Une rémunération et un statut qui ne sont pas encore déterminés
Le principal point de blocage porte sur la rémunération du docteur junior ambulatoire. La Conférence des doyens de médecine plaide pour un alignement avec le salaire des docteurs juniors hospitaliers, à 2.375 euros brut, pour assurer une égalité de traitement. Pour l'Isnar-IMG, c'est oublier que les hospitaliers peuvent assurer des gardes qui complètent leur revenu. L'intersyndicale plaide donc pour une rémunération mixte, avec une part de salaire et une part de rémunération à l'acte.
Par ailleurs, des points cruciaux restent en suspens. S'il existe déjà un statut de docteur junior hospitalier, le statut de docteur junior ambulatoire pour ces nouveaux internes de 4e année de médecine générale n'est pas encore défini.
Premier accroc : pour accéder à ce statut, les internes doivent passer leur thèse d'exercice. Or, "on manque déjà d'enseignants et on a déjà du retard pour que les internes préparent et passent leur thèse", indique Bastien Bailleul. Les internes de 4e année de médecine générale pourront-ils exercer comme docteur junior s'ils n'ont pas passé leur thèse ?
De plus, les questions de l'encadrement par le MSU, des conditions d'accueil sur le terrain de stage et de la participation à la permanence des soins ambulatoires (PDSA) ne sont pas tranchées non plus.
Une grève le 29 janvier pour demander le report de la réforme
Pour demander le report de la réforme et faire entendre ses revendications, l'Isnar-IMG appelle donc à la grève, le 29 janvier et organise une manifestation, à Paris.
L'intersyndicale compte sur une mobilisation importante, soutenue par d'autres organisations. "Nous avons l'appui de Reagjir et nous espérons que d'autres structures nous rejoignent."
La mobilisation s'est déjà élargie aux internes des autres spécialités : le 8 janvier, l'Isni s'est joint à l'appel à la grève pour le report de la réforme afin de "permettre sa préparation dans de bonnes conditions".
L'Isni s'empare aussi de la revendication d'un statut de docteur junior ambulatoire et ce, pour les internes de toutes les spécialités.

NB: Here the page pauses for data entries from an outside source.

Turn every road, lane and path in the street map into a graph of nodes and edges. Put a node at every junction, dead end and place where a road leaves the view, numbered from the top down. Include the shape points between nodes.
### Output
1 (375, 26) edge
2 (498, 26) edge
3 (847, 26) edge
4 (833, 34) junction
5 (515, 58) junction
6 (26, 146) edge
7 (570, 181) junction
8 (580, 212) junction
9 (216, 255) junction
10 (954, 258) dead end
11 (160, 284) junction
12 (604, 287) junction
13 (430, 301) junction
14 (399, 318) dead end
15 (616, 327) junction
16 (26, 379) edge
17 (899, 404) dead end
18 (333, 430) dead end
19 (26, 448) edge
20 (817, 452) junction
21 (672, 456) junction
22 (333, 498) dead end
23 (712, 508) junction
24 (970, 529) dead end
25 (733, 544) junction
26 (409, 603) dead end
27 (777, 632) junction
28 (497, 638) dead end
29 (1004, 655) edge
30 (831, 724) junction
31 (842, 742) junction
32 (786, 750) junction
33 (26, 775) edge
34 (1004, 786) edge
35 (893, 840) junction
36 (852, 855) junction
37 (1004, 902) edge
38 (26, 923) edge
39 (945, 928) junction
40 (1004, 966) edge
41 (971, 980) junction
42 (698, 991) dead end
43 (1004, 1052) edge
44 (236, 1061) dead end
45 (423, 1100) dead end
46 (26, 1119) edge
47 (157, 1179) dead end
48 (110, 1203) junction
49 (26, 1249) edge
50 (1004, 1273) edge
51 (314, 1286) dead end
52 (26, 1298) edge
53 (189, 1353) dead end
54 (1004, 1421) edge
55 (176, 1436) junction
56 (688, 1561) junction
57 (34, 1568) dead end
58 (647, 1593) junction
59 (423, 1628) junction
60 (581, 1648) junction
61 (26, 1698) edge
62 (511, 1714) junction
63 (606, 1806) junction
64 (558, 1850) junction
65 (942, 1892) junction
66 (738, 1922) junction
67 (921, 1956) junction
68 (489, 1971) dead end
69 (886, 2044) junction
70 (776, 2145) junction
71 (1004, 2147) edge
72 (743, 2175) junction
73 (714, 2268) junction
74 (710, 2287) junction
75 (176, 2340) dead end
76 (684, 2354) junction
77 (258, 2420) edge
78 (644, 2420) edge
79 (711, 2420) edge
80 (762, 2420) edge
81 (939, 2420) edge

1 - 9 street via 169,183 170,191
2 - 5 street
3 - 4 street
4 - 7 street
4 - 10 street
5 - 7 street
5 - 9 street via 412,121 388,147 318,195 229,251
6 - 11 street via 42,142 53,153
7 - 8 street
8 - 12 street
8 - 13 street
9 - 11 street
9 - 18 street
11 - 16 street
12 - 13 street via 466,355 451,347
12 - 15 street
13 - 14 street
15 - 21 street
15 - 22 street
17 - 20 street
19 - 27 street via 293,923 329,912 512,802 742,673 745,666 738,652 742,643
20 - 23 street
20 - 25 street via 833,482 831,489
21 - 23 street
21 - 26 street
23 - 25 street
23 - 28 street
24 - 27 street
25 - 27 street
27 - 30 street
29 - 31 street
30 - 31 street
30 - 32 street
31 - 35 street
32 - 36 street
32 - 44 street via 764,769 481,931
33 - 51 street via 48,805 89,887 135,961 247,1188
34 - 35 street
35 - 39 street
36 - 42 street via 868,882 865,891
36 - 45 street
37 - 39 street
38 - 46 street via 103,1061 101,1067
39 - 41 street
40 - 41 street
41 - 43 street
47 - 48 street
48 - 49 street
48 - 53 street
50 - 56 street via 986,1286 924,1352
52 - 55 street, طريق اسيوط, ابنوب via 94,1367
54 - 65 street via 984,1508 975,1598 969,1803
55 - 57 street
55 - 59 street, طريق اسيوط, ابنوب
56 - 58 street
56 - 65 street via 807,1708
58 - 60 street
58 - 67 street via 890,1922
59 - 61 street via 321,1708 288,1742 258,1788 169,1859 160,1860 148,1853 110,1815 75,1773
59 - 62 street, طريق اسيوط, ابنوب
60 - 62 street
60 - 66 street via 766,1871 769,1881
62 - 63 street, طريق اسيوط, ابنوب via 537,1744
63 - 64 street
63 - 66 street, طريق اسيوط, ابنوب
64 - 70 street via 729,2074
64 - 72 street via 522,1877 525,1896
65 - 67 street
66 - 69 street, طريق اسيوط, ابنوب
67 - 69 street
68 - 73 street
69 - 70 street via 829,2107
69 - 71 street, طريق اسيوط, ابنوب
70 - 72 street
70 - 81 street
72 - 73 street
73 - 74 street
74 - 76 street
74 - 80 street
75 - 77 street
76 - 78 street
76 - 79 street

Ce qui n'étonne pas Bastien Bailleul. "Aujourd'hui, on a des étudiants bac+10 qui touchent moins que le SMIC horaire. La revalorisation de tous les internes et des docteurs juniors est une discussion à venir", estime-t-il.
Avec l'arrivée de Yannick Neuder, ministre chargé de la Santé et de l'accès aux soins, auprès de Catherine Vautrin, la ministre du Travail, de la Santé, de la Solidarité et des Familles, chacun espère une stabilité politique permettant à ce dossier d'être traité.
Reste à savoir si les revendications seront entendues et si le calendrier de la mise en place de la 4e année d'internat de médecine générale sera maintenu. "Si nous n'obtenons aucune garantie, nous poursuivrons évidemment le mouvement", prévient Bastien Bailleul.
Mise à jour : L'Isni suspend sa participation au mouvement de grève, le 27 janvier. L'Intersyndicale nationale des internes - de même que l'Anemf qui s'était joint à l'appel à la grève - indique avoir "obtenu des avancées majeures concernant la mise en place de la 10e année de médecine générale", auprès de Yannick Neuder.
Parmi ces avancées, l'Isni et l'Anemf citent "une campagne de recrutement spécifique" de MSU, une rémunération à l'activité, une PDSA basée sur le volontariat, une dérogation pour le passage de la thèse après l'entrée en phase de consolidation et la mise en place d'un comité de suivi pour mettre en œuvre la réforme.